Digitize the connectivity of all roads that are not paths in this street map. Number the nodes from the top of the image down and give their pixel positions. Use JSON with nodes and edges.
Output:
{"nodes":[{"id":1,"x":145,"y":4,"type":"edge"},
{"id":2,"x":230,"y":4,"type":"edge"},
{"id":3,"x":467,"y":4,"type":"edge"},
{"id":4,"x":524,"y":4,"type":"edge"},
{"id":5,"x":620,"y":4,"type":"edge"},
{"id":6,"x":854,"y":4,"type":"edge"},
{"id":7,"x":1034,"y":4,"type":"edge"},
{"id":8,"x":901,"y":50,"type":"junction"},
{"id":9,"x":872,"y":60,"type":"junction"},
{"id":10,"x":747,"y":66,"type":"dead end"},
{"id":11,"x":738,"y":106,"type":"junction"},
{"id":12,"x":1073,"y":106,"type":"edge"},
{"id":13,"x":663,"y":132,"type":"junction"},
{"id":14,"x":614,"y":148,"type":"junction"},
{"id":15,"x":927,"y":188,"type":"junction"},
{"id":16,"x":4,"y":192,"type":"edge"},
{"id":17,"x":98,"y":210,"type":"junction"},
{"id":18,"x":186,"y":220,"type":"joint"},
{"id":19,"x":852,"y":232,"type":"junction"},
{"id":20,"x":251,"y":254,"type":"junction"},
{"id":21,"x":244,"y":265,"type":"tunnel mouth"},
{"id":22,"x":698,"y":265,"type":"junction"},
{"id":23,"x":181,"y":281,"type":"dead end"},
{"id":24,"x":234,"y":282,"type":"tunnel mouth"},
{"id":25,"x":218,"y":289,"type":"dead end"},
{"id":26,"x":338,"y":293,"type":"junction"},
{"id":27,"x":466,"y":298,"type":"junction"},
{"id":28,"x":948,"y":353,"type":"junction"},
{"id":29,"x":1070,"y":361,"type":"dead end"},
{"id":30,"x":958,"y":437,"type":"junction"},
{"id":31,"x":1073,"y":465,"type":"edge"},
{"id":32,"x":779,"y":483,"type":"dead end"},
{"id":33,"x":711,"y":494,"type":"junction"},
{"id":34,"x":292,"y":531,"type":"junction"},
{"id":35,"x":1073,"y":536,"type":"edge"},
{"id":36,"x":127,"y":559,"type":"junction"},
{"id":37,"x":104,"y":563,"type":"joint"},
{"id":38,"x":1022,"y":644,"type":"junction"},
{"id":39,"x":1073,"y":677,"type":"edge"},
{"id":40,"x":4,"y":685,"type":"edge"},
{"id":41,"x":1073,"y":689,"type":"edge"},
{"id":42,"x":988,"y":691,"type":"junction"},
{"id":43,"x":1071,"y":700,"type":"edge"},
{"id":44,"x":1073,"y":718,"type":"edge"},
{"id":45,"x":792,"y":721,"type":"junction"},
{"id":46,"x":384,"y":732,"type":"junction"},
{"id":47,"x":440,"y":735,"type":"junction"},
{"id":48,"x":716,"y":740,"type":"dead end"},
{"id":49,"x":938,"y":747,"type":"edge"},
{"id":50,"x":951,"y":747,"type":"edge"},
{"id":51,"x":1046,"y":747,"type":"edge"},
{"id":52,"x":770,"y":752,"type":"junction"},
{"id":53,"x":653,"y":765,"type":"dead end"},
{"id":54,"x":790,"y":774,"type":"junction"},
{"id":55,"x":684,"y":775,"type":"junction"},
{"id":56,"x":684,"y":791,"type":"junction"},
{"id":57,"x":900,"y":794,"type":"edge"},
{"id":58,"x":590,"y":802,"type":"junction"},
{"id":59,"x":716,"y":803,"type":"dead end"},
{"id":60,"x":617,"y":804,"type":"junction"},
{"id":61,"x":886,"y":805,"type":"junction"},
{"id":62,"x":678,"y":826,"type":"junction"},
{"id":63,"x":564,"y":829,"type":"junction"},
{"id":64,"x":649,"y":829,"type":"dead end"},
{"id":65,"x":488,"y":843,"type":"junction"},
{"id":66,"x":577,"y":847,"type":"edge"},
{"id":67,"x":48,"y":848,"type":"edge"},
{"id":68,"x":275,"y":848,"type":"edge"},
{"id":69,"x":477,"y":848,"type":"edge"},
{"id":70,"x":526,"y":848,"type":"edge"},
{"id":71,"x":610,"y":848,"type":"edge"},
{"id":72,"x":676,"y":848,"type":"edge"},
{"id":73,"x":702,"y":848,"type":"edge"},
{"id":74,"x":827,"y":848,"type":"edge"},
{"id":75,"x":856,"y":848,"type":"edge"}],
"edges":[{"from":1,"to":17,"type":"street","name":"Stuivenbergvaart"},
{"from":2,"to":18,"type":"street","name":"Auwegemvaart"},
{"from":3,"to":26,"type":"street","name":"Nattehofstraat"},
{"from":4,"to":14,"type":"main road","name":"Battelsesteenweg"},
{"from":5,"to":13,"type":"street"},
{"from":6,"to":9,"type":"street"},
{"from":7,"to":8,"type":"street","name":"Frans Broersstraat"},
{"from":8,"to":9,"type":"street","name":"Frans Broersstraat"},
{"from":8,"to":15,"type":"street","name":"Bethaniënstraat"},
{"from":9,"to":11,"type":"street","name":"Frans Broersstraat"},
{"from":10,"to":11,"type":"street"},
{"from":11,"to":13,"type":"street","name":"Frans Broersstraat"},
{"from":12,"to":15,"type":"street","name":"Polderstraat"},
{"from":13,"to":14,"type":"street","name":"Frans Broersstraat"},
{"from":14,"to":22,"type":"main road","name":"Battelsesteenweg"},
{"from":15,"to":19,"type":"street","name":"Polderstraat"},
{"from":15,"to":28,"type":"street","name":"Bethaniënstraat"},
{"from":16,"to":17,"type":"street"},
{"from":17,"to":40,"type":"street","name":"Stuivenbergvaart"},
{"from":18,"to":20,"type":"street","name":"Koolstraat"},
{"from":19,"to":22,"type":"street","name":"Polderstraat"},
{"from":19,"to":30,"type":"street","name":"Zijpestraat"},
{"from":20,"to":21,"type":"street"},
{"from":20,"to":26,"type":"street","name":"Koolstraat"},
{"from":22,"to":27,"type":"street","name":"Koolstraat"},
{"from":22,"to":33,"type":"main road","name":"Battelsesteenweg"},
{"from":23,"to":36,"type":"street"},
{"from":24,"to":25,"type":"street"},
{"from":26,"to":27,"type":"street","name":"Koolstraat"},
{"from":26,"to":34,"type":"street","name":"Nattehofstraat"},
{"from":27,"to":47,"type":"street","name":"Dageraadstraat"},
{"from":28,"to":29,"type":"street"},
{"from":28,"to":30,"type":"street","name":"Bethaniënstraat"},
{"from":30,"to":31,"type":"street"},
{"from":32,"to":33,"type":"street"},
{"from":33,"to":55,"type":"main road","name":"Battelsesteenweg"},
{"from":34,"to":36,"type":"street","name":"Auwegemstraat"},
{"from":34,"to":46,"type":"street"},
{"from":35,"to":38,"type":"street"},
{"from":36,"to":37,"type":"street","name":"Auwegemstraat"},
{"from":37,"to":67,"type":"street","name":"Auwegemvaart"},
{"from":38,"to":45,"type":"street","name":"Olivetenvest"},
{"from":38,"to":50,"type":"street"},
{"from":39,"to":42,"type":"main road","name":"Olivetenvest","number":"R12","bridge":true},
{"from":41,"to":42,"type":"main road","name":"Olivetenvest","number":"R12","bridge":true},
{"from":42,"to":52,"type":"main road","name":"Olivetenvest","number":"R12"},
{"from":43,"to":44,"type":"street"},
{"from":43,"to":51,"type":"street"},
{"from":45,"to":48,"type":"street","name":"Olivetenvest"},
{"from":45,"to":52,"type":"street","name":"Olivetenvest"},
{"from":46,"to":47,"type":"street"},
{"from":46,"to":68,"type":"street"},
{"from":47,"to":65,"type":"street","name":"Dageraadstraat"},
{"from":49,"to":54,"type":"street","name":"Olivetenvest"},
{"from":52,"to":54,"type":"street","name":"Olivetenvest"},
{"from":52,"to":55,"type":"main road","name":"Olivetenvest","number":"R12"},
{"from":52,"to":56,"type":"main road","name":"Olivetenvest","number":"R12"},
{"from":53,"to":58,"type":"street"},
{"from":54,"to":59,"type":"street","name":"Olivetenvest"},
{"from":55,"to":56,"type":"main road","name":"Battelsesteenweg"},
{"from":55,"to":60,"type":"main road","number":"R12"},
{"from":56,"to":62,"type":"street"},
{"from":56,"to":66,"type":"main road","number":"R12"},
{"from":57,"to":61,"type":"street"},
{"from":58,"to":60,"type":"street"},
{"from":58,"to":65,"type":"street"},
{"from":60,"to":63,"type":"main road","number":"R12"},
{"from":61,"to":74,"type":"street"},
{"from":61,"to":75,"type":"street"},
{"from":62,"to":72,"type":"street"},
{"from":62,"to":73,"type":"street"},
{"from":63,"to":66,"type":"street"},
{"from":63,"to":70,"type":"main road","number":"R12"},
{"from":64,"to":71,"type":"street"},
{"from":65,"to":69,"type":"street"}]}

----------------

- _Problem requirements_: Take from the listing every line in which the word "tunnel" appears.

- _Answer box_:
{"id":21,"x":244,"y":265,"type":"tunnel mouth"},
{"id":24,"x":234,"y":282,"type":"tunnel mouth"},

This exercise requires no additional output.